EXERCISE: Pull out every line from the listing that has the word "graph".

SOURCE RECORDS:
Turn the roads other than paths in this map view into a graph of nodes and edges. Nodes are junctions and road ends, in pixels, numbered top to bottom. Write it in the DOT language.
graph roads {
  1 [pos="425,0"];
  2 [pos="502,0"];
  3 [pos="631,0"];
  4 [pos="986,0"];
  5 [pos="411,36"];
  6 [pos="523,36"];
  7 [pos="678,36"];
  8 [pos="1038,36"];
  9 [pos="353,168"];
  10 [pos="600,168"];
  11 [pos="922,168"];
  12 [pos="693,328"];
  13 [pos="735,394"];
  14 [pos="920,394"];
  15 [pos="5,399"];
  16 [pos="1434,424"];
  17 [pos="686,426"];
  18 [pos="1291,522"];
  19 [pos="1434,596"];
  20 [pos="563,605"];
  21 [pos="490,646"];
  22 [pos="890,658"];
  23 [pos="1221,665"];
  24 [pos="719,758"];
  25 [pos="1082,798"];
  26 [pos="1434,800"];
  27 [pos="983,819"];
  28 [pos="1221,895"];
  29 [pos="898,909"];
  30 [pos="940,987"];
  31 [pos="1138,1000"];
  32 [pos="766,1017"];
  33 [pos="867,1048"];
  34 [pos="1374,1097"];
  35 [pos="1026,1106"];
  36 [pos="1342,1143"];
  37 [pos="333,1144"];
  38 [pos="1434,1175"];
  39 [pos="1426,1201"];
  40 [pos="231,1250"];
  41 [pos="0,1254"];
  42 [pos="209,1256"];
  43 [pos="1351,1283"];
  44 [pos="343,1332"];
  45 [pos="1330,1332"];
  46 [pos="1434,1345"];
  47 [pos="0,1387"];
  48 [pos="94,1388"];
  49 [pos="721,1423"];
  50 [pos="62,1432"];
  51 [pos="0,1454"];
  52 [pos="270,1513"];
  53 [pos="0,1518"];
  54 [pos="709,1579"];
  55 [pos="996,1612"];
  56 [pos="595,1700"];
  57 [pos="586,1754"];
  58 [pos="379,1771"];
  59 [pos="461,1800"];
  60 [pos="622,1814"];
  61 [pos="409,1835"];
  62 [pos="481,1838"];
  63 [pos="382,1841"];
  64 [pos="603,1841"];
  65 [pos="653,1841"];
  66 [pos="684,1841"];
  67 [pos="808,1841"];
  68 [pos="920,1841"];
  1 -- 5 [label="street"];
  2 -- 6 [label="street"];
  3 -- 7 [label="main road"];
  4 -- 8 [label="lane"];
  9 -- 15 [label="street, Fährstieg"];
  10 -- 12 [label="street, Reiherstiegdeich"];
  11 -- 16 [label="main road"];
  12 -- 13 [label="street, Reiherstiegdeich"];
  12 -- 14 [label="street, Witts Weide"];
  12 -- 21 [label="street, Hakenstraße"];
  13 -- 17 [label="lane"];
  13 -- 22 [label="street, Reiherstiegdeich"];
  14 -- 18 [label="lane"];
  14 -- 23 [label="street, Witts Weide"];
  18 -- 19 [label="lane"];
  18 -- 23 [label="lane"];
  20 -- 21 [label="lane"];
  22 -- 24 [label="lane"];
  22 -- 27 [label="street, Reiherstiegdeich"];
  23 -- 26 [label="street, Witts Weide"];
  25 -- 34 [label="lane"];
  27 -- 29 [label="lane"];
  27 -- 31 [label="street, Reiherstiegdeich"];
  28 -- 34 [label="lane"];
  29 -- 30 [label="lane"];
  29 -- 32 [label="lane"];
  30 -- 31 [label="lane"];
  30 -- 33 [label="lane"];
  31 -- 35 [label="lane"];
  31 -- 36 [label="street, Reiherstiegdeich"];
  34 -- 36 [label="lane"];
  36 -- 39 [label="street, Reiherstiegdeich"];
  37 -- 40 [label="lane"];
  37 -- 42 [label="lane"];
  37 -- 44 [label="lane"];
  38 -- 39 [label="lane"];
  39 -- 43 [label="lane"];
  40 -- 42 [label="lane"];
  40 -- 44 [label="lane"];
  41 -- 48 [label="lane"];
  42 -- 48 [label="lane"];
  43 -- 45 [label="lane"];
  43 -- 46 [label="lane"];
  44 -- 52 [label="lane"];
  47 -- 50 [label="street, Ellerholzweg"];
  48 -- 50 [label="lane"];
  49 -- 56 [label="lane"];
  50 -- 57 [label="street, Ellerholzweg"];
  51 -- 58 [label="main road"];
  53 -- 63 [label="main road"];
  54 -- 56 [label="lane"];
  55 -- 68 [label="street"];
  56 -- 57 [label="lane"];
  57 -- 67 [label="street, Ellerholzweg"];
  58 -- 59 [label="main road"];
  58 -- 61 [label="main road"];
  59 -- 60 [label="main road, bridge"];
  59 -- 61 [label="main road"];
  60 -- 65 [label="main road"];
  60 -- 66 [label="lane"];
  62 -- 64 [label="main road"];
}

FINAL ANSWER:
Turn the roads other than paths in this map view into a graph of nodes and edges. Nodes are junctions and road ends, in pixels, numbered top to bottom. Write it in the DOT language.
graph roads {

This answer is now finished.